Description
Cytomegalovirus is a double-stranded DNA herpesvirus to which most individuals are exposed by early adulthood. It seldom produces clinical illness in healthy individuals. Patients with poor immune function, however, are liable to reactivation of CMV virus in multiple organs including the retina. CMV retinitis occurs almost exclusively in immunocompromised patients, such as with HIV/AIDS. The typical presentation is with a slowly-progressive, hemorrhagic necrotizing retinitis in patients with CD4+ lymphocyte counts below 50 cells/mm3.
Symptoms
The most common symptoms are progressive, painless blurring or loss of vision with floaters in one or both eyes. A minority of patients – particularly with peripheral retinal involvement – are asymptomatic.
Signs
CMV retinitis is bilateral in up to half of cases. Two patterns are recognized, although both patterns may co-exist in the same patient:
Indolent/’brushfire’: peripheral granular opacities with little or no associated hemorrhage.
Fulminant: confluent, pale patches of necrotic retina with associated hemorrhage, resembling a ‘pizza pie’ or ‘cheese and ketchup’. The infection tends to progress along the major retinal blood vessels, which may also become inflamed and appear sheathed. The optic nerve is occasionally involved. There is typically minimal vitreous inflammation, in contrast with the more rapidly-progressive necrotizing herpetic retinopathy.
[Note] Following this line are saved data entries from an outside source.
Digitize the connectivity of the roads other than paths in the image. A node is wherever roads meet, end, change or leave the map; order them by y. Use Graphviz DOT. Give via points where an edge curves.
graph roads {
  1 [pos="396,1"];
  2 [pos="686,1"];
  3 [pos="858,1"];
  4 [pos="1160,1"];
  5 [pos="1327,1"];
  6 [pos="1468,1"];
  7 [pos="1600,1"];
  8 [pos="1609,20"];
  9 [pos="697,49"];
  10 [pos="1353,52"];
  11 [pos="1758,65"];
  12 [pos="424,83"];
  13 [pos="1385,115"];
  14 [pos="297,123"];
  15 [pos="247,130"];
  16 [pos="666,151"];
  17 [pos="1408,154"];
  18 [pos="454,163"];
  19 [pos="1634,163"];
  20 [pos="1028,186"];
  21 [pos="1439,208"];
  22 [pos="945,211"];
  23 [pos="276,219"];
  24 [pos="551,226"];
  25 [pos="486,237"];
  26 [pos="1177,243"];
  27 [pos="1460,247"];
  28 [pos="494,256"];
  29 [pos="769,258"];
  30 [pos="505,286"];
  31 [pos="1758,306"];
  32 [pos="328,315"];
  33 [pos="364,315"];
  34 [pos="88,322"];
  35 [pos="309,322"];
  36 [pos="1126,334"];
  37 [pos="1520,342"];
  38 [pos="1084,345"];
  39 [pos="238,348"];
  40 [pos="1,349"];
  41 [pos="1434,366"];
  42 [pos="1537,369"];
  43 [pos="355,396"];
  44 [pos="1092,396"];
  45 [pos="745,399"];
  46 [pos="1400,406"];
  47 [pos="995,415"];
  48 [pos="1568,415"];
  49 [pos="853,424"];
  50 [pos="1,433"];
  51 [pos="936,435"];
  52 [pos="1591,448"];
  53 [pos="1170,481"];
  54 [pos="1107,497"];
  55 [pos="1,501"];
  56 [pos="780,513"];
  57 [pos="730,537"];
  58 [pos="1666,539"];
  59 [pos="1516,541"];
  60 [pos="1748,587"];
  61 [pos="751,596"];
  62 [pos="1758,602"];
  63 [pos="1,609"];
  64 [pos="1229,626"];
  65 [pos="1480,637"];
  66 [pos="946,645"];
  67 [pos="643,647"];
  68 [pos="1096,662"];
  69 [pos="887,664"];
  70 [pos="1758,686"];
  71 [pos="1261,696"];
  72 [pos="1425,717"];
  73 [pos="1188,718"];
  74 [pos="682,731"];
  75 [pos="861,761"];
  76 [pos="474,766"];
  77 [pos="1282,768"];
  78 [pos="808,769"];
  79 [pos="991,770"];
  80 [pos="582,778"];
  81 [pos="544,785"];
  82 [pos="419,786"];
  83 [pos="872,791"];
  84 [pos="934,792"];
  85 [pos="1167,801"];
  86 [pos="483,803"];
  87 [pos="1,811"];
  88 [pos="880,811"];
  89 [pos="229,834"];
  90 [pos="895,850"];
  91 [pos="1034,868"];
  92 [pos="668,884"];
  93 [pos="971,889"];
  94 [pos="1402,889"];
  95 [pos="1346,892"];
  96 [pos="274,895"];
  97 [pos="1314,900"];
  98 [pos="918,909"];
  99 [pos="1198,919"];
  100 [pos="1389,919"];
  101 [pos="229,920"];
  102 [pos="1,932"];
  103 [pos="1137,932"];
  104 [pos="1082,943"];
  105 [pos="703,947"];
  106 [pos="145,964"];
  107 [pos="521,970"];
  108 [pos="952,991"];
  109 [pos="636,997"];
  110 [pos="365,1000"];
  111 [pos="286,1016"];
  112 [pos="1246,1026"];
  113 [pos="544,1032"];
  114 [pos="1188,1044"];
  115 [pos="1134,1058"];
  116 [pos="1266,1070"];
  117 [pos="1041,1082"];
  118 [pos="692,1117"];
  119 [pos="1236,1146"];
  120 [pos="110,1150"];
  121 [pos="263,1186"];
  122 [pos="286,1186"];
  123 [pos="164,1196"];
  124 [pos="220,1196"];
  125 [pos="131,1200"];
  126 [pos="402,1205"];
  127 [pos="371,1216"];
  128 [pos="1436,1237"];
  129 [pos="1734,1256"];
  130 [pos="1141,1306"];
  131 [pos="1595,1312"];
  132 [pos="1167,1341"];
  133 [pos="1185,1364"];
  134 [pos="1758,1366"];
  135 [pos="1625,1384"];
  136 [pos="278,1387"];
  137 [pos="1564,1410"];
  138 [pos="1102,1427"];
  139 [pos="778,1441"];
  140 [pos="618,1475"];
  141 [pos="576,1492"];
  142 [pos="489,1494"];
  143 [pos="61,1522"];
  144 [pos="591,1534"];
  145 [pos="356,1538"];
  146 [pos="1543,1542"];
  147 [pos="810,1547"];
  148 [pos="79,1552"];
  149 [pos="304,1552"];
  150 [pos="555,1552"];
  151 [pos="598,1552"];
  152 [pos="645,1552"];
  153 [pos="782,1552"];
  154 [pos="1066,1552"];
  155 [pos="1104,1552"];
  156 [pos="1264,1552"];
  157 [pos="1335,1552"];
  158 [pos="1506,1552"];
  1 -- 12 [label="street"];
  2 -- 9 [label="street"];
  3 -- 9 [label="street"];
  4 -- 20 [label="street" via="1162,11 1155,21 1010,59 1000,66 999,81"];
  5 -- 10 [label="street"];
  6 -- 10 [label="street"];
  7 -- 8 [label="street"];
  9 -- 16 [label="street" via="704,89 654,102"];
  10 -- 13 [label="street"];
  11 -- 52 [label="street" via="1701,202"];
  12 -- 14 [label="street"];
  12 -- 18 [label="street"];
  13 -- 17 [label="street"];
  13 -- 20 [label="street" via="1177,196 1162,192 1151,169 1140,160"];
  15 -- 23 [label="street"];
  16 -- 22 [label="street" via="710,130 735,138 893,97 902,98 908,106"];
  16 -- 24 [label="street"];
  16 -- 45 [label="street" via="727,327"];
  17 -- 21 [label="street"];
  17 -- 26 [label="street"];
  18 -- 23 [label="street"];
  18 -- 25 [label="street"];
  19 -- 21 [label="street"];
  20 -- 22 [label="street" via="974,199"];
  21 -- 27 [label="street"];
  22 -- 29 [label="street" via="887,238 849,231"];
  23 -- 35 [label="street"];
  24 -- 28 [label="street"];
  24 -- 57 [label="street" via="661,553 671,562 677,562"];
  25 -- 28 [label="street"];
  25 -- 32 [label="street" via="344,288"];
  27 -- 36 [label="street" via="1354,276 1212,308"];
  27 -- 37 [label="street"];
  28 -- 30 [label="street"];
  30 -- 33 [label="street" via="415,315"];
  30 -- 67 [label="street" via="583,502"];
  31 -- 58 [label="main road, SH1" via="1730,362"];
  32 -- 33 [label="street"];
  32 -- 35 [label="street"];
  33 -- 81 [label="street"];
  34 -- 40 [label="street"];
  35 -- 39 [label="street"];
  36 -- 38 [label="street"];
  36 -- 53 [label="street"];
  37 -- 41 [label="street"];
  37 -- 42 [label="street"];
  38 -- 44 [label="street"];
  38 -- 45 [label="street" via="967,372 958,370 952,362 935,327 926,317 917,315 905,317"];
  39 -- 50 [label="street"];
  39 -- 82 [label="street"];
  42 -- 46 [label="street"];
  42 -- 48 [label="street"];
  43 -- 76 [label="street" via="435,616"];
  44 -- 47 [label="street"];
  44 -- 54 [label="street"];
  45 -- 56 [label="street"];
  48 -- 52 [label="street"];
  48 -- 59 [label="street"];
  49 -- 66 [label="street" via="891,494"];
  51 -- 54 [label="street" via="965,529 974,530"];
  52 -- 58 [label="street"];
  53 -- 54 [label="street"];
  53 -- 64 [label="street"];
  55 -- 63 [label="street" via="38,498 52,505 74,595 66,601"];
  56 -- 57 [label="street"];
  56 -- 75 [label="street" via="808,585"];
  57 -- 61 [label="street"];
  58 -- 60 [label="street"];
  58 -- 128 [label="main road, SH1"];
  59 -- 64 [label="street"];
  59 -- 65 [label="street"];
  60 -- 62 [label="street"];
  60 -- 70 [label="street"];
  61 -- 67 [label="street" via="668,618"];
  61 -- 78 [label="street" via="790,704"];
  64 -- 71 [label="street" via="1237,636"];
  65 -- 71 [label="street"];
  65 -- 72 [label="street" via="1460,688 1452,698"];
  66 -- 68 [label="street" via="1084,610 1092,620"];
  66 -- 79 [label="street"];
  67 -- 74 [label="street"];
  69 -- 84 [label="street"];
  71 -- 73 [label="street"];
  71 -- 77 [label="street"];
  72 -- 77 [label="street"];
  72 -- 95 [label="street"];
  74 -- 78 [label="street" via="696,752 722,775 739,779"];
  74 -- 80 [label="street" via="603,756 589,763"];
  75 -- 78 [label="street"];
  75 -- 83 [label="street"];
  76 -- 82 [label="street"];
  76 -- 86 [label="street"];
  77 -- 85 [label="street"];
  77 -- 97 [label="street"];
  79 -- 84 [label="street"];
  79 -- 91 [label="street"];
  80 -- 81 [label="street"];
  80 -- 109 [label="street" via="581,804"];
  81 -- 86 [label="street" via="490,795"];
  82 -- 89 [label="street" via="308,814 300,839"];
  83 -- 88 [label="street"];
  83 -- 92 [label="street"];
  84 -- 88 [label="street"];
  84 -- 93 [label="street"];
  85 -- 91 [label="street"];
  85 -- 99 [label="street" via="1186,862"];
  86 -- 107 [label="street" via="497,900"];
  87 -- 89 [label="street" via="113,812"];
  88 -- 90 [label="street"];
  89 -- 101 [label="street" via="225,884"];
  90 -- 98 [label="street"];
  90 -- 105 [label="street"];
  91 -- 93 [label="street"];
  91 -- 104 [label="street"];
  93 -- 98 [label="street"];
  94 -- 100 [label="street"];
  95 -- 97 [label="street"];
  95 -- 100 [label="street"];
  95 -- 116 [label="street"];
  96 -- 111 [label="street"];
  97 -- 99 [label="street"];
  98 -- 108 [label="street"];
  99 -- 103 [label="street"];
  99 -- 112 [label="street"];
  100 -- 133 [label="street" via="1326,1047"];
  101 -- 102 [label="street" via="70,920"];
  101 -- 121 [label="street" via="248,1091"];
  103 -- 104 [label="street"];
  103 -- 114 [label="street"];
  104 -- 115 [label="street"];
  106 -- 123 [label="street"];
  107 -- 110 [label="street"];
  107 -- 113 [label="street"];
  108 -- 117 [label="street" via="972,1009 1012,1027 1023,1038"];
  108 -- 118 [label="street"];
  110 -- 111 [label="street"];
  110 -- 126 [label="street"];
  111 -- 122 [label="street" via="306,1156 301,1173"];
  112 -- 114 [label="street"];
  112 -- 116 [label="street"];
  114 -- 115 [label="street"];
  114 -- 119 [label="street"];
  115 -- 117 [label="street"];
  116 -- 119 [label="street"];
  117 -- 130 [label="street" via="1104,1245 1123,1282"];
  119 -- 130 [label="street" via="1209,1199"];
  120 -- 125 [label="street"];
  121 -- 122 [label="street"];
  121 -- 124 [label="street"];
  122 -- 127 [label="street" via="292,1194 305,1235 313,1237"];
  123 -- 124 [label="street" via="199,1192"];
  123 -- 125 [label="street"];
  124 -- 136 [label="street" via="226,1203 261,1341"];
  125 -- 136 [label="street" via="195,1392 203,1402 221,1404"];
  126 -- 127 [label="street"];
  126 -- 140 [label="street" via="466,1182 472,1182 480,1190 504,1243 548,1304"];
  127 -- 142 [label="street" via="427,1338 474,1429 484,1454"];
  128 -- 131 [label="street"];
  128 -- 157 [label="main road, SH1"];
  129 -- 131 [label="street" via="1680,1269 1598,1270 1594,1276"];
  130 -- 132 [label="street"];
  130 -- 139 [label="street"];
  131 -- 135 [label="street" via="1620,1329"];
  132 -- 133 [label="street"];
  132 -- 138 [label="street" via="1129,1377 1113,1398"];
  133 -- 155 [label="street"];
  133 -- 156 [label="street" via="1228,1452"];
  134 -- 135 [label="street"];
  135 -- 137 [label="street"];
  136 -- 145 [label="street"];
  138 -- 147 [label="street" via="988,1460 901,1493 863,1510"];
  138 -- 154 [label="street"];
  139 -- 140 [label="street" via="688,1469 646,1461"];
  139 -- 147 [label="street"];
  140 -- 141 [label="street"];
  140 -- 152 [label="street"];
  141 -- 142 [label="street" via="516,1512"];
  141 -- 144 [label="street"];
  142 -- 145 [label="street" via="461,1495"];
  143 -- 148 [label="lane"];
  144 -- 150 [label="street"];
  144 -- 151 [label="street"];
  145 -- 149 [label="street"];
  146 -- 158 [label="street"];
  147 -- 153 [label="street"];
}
Resolution of active inflammation leaves behind retinal pigment epithelium (RPE) atrophy and clumping. The damaged retina is liable to develop retinal breaks and subsequent retinal detachment, which may require surgery. Without treatment or improvement in the host’s immune system, CMV retinitis is a slowly-progressive but relentless infection which eventually causes blindness.
Incidence
CMV retinitis is the most common opportunistic ocular infection in patients with AIDS.
Significance
The leading cause of HIV/AIDS-related blindness.
Differential Diagnosis
AIDS Retinopathy, Necrotizing Herpetic Retinopathies, Syphilis, Toxoplasmosis.
See Also
See Also
Additional Investigations
Retinal detachment – Rhegmatogenous.
Management
Imaging
The diagnosis of CMV retinitis is usually clinical. Because the disease usually spreads slowly, serial examination and fundus photography may be appropriate
Blood tests, microbiology, pathology
Since most patients susceptible to CMV retinitis will carry the CMV in bodily fluids, the diagnostic value of blood or urine microbiological tests is questionable. PCR (polymerase chain reaction) testing on aqueous or vitreous fluid may be useful in cases where the diagnosis is uncertain
Systemic Medications
Treatment of CMV retinitis is tailored to disease severity and the patient’s immune and other organ function. Induction and maintenance regimes are administered. Induction therapy usually achieves disease stabilization within 2 weeks. Since anti-CMV medications do not eradicate CMV infection in persistently immunocompromised patients, maintenance therapy is required indefinitely. Eventually, recurrent retinitis is expected despite maintenance therapy in these patients. Relapse does not necessarily imply drug resistance, and is often managed with repeat induction therapy. Medications are changed in cases of drug resistance or prohibitive adverse drug reactions.
Topical medications
Some patients who achieve remission of CMV retinitis are susceptible to immune-recovery uveitis, which may be confused with reactivation of CMV retinitis. Clinical features include uveitis with anterior chamber or vitreous infiltrates, cystoid macular edema, epiretinal membrane formation, neovascularization and cataract. Corticosteroid therapy is often effective, and does not appear to cause reactivation of CMV retinitis.
Referral & review
Management of immunocompromised patients is multidisciplinary. When the underlying disease is not known, HIV testing and referral to an infectious diseases physician is indicated.
Patients with active CMV retinitis require review at least monthly. Since active retinitis may be asymptomatic, patients with CD4+ counts below 50 cells/mm3 without active retinitis should be reviewed at least every 3 months.


Figure 1
Areas of necrosis and hemorrhage associated with the infero-temporal vascular arcades.
Figure 2
Areas of necrosis and hemorrhage associated with the infero-temporal vascular arcades.